Simple Reasons for the Browns Struggling on Offense

Moving on to other things wrong with the Browns, the BIGGEST reason why the Browns are sitting at 4-6 (as opposed to anywhere between 6-4 and 8-2) is because of the offense. Now, the easy (read: lazy) thing to do is put most of the blame on Baker Mayfield and even OBJ (somehow). However, as Strong Opinion Sports has correctly pointed out, the Browns' offensive struggles are primarily due to playcalling/offensive scheming.

For example, in two separate occasions, (5:58-6:08) and (6:20-6:26) , Freddie Kitchens calls a play within his own 10-yard line for the Browns to go with a long passing play, even though, in both scenarios, the offensive line was at a disadvantage due to the Browns being backed up on their own endzone. Or what about the time against the Broncos where he calls for a failed QB sneak on 4th & 1 (6:11-6:21) and left Nick Chubb on the sideline (Nick Chubb, as of 11/17/19, averages approximately 5.1 yards a carry). We could also look at the stolen pitch against the Patriots (2:12-2:17), the questionable 4th &9 draw play against the Rams, or the botched pitch that was almost returned for a touchdown against the Bills (10:22-10:30). Again, in all of these circumstances, the plays drawn up on the offense MAKE NO SENSE considering the situation. But Freddie Kitchens calls them anyway because he is extremely overconfident in his play-calling abilities.

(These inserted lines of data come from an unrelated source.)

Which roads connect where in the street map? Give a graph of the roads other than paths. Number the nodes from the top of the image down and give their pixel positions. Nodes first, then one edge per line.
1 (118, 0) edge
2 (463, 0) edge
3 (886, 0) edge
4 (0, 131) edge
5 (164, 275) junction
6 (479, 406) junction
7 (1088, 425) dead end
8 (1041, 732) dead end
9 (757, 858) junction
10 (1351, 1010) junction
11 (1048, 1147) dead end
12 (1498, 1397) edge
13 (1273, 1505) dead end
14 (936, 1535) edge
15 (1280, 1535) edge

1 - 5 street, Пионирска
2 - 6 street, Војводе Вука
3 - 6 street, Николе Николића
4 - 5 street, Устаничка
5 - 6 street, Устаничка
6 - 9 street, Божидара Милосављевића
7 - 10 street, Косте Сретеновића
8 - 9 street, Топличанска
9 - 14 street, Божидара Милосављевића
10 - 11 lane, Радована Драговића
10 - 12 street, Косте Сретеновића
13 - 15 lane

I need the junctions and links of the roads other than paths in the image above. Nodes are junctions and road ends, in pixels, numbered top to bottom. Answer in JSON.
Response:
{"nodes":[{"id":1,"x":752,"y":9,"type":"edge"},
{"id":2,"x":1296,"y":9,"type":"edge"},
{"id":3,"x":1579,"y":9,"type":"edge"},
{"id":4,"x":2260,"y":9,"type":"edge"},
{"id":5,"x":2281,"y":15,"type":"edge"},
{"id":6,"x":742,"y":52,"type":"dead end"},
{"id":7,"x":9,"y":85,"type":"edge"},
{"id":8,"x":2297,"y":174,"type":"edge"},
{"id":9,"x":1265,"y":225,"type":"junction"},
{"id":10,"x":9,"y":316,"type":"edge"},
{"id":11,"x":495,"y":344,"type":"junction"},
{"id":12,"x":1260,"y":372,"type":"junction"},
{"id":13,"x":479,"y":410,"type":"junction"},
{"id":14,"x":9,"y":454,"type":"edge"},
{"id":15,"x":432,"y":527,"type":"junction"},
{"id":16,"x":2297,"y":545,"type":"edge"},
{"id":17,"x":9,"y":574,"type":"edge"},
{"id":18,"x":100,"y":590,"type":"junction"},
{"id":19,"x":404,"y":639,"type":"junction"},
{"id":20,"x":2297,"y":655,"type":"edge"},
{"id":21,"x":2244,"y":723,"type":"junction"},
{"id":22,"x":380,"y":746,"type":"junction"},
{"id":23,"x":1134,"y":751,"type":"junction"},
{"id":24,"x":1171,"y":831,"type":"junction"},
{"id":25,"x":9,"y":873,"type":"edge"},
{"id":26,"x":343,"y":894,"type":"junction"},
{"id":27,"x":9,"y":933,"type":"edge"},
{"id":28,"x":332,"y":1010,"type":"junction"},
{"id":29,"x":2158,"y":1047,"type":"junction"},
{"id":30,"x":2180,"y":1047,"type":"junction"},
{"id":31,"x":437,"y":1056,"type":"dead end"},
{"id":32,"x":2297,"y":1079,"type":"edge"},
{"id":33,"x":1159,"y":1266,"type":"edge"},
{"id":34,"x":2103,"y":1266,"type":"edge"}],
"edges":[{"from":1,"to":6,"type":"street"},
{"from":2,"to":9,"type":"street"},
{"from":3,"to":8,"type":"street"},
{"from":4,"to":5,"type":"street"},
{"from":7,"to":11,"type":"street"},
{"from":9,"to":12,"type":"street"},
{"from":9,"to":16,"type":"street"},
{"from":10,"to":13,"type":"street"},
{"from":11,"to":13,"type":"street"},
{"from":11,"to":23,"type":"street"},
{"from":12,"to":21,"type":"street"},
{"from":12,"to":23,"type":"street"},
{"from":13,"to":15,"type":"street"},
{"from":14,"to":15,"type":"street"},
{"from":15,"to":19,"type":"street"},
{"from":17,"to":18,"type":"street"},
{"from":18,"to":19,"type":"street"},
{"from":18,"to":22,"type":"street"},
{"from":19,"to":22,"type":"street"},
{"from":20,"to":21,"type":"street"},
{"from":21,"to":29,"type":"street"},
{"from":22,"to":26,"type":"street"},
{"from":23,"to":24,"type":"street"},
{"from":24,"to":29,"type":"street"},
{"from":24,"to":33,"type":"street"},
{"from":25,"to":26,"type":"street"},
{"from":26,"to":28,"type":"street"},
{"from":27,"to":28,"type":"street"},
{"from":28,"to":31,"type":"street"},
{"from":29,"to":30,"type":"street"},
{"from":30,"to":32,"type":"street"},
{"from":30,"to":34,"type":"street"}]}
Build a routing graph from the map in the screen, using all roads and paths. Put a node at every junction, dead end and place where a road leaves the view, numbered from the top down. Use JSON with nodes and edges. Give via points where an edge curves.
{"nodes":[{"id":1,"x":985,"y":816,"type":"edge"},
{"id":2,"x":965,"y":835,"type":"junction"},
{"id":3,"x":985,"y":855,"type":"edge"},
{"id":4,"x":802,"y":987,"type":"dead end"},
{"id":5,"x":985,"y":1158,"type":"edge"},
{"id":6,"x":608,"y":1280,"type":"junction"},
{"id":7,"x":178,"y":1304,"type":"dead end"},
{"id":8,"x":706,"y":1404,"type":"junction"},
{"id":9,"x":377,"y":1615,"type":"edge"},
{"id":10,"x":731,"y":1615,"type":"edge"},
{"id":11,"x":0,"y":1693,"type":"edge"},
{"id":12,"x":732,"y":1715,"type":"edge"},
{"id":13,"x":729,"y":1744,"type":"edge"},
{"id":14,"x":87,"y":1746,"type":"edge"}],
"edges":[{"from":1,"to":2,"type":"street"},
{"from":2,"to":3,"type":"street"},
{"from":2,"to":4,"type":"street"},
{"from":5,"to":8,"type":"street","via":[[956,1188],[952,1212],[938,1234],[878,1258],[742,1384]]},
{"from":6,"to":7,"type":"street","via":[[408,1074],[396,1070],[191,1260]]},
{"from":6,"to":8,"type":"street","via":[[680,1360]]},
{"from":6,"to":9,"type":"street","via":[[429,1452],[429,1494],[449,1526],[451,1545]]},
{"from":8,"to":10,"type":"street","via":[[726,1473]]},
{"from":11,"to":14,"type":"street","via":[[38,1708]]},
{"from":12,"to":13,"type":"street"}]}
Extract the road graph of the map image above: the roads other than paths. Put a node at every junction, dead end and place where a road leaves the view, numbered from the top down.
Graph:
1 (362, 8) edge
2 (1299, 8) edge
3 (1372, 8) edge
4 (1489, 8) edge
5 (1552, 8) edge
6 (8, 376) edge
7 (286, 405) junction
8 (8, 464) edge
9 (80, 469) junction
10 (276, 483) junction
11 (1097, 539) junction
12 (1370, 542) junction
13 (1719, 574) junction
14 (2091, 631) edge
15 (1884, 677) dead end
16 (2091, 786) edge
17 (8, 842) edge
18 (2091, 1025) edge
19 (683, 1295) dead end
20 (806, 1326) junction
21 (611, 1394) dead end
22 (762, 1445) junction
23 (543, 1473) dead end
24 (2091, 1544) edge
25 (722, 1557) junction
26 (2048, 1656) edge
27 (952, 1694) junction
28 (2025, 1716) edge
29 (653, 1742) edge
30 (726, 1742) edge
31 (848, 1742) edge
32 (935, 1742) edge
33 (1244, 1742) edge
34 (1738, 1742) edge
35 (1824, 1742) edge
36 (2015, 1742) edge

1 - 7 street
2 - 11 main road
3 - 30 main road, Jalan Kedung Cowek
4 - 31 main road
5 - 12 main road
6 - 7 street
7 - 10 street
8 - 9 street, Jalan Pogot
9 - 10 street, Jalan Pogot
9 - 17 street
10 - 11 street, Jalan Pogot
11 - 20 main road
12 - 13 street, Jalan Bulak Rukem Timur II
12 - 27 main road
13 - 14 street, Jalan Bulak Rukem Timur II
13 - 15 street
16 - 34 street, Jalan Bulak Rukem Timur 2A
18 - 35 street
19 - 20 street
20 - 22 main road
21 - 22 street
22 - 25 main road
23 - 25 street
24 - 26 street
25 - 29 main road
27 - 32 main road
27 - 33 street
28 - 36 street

And it is that EXACT overconfidence that has made him into a liability on the Browns' coaching staff. 

See, the one of the biggest reasons why the Browns' offensive have historically struggled since their return in 1999 is because of the coaching staff's addiction to the "clean slate". Whenever a coach gets fired, the new coach comes in and completely abandons the playbook that the previous coach had, regardless of how successful it was. When Freddie Kitchens turned around the Browns' offense, all he did was run a simplified version of Todd Hayley and Hue Jackson's playbook, with some trick plays thrown in there. It was a perfect fit for the Browns, and allowed them to win 5 of their last 7 games in 2018. This year, with the hiring of Todd Monken, he decided to almost completely abandon that PROVEN formula for success and instead attempt to draw up an entirely new playbook with the help of Monken, emphasizing long-developing vertical routes and sideline throws as opposed to pass plays that maximize YAC (yards after catch). This works for pass-happy air-raid QBs like Patrick Mahommes because of his strong arm, great receiving corps, and great pass-protection (5th best pass-blocking in NFL as of Week 11 in 2019). However, for Baker and the Browns, this is a massive handicap because of a) weak pass-protection (21st-best pass blocking unit), and b) Nick Chubb and Kareem Hunt, two ELITE NFL RBs.

All-in-all, the reason why the Browns' offense is so much worse than it should be (especially in comparison to the Ravens is because Freddie Kitchens' playcalling (and Todd Monken's  fundamentally violates Law 45 of the 48 Laws of Power (Preach the Need for Change, But Never Reform Too Much at Once). He found a successful formula, and moved away from it for no good reason, whereas the Ravens didn't deviate too much from their run-heavy playbook since last year, which is why, as of Week 11 in 2019, the Ravens have twice as many wins (8-2) as the Browns (4-6), despite the Browns beating both the Ravens and Steelers by double-digits.